THE CURMUDGEON CHRONICLE ©
AN IRREVERENT VIEW
Time Line: January 14, 2009
Date Line: Flemington New Jersey
The economic gloom in the world is the result of burst bubbles, carelessness, and theft.
The United States is about to try to save its economy. It will mortgage its future by as much as eight trillion dollars. Assuming that does the job, our great-grandchildren should be assured their lives will be free of a recurrence of this set of problems.
We cannot change the way entrepreneurs operate or criminals contrive. We can make it difficult for them to harm the body politic. We can regulate their activities and enforce the regulations stringently. Despite the mantra of deregulation chanted by those who would be regulated, time has proven that the changes wrought by regulation adopted during 1932- 1949 had long lasting, positive results.
Termination of regulation and strict enforcement is responsible for most of the current crises. Industry’s concentration on short term profits and out-sourcing US jobs and industrial capacity and the failure to rebuild the infrastructure accounts for the rest.
The arguments for deregulation really boil down to a single complaint: regulation stops business from doing whatever it wants to do regardless of the effect on the environment, customers and shareholders, the country at large, and the government that makes it pay taxes.
The language of the argument is not that clear. It speaks of efficiency and opening new markets; lower prices and global participation; free markets that self-correct without the need for intervention, and the rest of the obfuscation that it’s Spinmeisters develop.
The fact is that those who are regulated don’t like it because it sets a standard of citizenship that makes chicanery difficult. Industry and its political servants have had a run at deregulation. We are left with an $8 trillion cost because of their excesses.
Examples are legion, but consider these five:
….a Chairman of the Federal Reserve Bank who says that he did not act (though he had the means and power to do so) to rein in irresponsible lending and bank excesses because it “never occurred” to him that the banks would not self regulate.
…Banks underwrote transactions as principals while acting as brokers to their customers, without independent review to protect customers’ interests. That practice had been stopped in the 1930’s and saved a lot of grief for depositors and investors until the Glass Steagall Act was eliminated.
…. Banks issued guarantees (derivatives) assuming obligations they could never pay. There was once a rule, stringently enforced, regarding the leverage that banks and brokerage firms were permitted to employ. Lack of regulation and enforcement created the derivative mess.
….Investment bankers operate a revolving door between Wall Street and Washington. It is a rare government enforcement official who can withstand the lure of Wall Street’s salaries and bonuses.
….Deregulation of Public Utilities increased energy costs for California by 1000%. Enron knew what the results would be and fought for deregulation. Enron was the seventh largest company in the US; politically savvy and connected at the hip to the administration. It should have been named Lola; whatever it wanted, it got.

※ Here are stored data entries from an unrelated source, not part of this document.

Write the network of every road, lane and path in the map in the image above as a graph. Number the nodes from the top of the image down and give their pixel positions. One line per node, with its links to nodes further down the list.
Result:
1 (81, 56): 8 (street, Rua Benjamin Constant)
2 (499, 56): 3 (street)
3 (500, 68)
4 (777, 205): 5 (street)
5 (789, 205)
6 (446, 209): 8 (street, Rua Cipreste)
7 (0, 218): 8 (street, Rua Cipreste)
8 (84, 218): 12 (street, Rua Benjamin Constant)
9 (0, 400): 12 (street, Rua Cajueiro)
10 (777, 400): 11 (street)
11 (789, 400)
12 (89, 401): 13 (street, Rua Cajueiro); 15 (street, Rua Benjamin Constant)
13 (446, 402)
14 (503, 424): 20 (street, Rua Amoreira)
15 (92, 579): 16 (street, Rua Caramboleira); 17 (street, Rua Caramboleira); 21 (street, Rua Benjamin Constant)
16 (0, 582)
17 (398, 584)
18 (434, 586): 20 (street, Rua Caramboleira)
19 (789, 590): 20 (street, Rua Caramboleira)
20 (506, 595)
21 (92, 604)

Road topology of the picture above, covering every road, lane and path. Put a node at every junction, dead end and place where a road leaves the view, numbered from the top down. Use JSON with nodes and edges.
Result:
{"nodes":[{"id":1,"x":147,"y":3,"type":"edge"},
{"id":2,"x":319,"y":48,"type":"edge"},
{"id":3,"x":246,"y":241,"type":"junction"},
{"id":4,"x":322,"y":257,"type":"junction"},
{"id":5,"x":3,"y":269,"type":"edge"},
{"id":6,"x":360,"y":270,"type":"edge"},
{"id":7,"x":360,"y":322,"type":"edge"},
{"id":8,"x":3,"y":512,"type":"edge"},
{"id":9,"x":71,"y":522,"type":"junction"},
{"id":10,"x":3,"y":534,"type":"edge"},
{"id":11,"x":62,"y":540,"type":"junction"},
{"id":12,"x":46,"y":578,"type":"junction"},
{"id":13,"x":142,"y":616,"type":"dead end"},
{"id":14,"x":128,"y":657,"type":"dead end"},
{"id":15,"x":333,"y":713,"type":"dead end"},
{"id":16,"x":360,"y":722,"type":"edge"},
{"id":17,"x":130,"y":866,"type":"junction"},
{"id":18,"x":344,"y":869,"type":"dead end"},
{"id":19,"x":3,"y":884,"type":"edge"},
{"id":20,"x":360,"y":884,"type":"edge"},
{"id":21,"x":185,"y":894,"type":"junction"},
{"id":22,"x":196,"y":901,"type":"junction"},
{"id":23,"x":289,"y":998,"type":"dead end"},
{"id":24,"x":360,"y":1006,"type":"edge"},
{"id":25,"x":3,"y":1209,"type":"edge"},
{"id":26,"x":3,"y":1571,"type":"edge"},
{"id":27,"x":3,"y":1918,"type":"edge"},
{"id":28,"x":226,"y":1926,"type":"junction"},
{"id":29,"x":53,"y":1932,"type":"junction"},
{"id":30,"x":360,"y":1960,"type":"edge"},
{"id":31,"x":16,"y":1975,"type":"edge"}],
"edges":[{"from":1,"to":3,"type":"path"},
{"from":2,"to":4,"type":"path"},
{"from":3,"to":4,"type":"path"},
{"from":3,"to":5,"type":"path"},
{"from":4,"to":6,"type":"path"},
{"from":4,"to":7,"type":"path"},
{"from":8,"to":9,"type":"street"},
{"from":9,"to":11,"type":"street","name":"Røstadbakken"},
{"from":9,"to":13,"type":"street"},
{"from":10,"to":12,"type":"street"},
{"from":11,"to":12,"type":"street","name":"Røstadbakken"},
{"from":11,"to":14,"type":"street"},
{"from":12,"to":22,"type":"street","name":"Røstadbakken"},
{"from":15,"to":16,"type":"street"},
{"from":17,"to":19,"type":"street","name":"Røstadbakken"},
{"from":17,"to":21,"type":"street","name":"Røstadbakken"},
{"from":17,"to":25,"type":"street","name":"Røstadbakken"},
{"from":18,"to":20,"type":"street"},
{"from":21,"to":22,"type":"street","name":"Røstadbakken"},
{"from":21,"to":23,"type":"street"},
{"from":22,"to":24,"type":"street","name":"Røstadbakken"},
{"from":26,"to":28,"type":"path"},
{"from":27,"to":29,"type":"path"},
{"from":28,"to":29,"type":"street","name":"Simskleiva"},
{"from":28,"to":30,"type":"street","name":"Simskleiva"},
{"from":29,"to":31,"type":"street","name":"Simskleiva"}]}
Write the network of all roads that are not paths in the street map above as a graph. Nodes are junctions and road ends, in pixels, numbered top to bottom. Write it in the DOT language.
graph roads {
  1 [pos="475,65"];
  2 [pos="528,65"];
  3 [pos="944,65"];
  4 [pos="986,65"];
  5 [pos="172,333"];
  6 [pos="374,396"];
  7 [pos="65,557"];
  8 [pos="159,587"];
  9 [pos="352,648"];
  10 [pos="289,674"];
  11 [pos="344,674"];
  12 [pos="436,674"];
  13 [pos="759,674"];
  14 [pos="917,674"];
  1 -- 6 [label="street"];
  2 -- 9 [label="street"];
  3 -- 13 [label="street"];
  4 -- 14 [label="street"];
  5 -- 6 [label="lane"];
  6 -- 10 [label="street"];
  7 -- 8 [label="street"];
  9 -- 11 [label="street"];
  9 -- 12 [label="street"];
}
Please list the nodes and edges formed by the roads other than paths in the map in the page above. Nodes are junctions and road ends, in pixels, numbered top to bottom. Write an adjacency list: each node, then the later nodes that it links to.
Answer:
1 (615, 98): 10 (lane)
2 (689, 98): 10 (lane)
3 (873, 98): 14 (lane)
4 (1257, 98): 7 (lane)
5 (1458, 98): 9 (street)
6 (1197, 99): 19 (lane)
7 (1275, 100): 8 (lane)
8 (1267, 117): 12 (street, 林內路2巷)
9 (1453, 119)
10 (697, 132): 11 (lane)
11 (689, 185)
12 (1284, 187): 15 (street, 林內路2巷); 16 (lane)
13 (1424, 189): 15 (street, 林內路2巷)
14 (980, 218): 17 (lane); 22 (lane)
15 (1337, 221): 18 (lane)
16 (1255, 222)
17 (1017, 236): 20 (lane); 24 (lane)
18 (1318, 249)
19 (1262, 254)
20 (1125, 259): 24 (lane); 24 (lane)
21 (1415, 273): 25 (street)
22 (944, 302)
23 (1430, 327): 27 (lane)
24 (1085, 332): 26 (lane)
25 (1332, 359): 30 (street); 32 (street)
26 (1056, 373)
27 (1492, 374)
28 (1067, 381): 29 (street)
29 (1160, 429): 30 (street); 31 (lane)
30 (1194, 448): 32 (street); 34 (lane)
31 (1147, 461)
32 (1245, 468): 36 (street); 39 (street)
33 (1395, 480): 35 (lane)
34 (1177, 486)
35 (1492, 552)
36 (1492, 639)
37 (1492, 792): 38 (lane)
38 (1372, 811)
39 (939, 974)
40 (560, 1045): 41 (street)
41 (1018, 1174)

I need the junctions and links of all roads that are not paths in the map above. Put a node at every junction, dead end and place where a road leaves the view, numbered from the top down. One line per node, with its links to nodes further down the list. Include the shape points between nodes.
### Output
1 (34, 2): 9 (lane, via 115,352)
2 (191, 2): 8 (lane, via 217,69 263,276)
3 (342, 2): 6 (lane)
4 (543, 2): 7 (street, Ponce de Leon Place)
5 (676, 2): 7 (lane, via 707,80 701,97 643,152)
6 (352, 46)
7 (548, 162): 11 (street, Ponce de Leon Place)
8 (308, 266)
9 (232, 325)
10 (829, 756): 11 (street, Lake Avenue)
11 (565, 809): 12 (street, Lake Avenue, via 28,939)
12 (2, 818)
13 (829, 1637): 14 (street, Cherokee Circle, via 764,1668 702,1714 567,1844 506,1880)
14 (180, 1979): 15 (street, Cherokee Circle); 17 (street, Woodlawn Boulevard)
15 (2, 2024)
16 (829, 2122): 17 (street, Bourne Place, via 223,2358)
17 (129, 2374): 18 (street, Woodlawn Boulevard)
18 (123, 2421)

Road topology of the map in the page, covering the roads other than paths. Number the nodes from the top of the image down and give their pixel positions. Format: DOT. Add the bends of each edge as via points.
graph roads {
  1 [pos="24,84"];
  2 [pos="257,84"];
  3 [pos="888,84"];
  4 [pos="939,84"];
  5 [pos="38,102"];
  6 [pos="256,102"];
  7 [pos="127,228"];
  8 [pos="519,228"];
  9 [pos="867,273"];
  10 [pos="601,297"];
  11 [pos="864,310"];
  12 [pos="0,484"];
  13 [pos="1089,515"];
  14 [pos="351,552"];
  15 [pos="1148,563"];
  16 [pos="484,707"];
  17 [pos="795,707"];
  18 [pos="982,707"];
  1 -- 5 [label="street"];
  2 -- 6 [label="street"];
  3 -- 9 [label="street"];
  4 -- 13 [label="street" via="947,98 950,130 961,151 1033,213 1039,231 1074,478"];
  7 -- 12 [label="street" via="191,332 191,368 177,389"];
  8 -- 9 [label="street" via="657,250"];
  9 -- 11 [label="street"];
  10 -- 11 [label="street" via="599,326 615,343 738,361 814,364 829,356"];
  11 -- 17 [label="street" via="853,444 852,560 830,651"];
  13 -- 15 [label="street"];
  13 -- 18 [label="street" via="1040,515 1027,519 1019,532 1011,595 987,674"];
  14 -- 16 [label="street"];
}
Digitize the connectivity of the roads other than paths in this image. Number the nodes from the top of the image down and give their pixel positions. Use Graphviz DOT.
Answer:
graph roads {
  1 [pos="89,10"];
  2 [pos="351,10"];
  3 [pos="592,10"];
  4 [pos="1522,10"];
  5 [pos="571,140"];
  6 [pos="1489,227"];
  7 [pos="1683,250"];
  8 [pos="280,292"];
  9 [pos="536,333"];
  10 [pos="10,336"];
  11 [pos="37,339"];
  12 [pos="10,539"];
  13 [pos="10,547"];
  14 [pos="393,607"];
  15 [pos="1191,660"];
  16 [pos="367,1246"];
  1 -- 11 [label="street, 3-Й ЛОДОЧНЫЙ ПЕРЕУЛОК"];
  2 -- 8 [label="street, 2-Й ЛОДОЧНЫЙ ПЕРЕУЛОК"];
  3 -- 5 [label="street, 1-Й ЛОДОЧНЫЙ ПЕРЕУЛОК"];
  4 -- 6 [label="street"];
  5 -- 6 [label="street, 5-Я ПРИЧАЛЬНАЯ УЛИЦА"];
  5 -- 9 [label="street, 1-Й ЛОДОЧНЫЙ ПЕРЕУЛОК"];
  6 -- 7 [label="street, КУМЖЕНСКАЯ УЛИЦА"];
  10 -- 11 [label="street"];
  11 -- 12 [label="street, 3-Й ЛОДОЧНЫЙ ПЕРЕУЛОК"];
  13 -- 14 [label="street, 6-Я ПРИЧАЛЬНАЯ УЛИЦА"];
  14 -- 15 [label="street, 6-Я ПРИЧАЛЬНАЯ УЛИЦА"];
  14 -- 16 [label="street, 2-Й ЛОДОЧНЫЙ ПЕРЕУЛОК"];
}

If we do not regulate the securities and banking industries, and those engaged in them; the public utilities and the natural monopolies that we have permitted to exist, we can never free ourselves and future generations from the risks that brought us to our knees in 2008.
It is said that there were no atheists in foxholes. Similarly, there is no wealth in a country that has industries bankrupt morally and financially.
I don’t know how much money $8 trillion is but it is enough debt to scare any other country away from lending us anymore than they already have or extending our commitments as a debtor. I fear those consequences and hope that someone can provide an answer like that given by Abe Levine, CPA
At the end of WW II Britain was in terrible financial condition. No one in the country had a workable idea for the future of Sterling and the place of the UK in the financial world. Churchill recalled that a friend in New York had sung the praises of Abraham Levine, (his accountant), as a wizard who always found the way out of any financial problem. With no other options available Churchill asked Levine to come to Downing Street and look at the problem. Levine complied: asked for the books of account; a private work room with a coffee maker; six corned beef sandwiches on rye, and no disturbances.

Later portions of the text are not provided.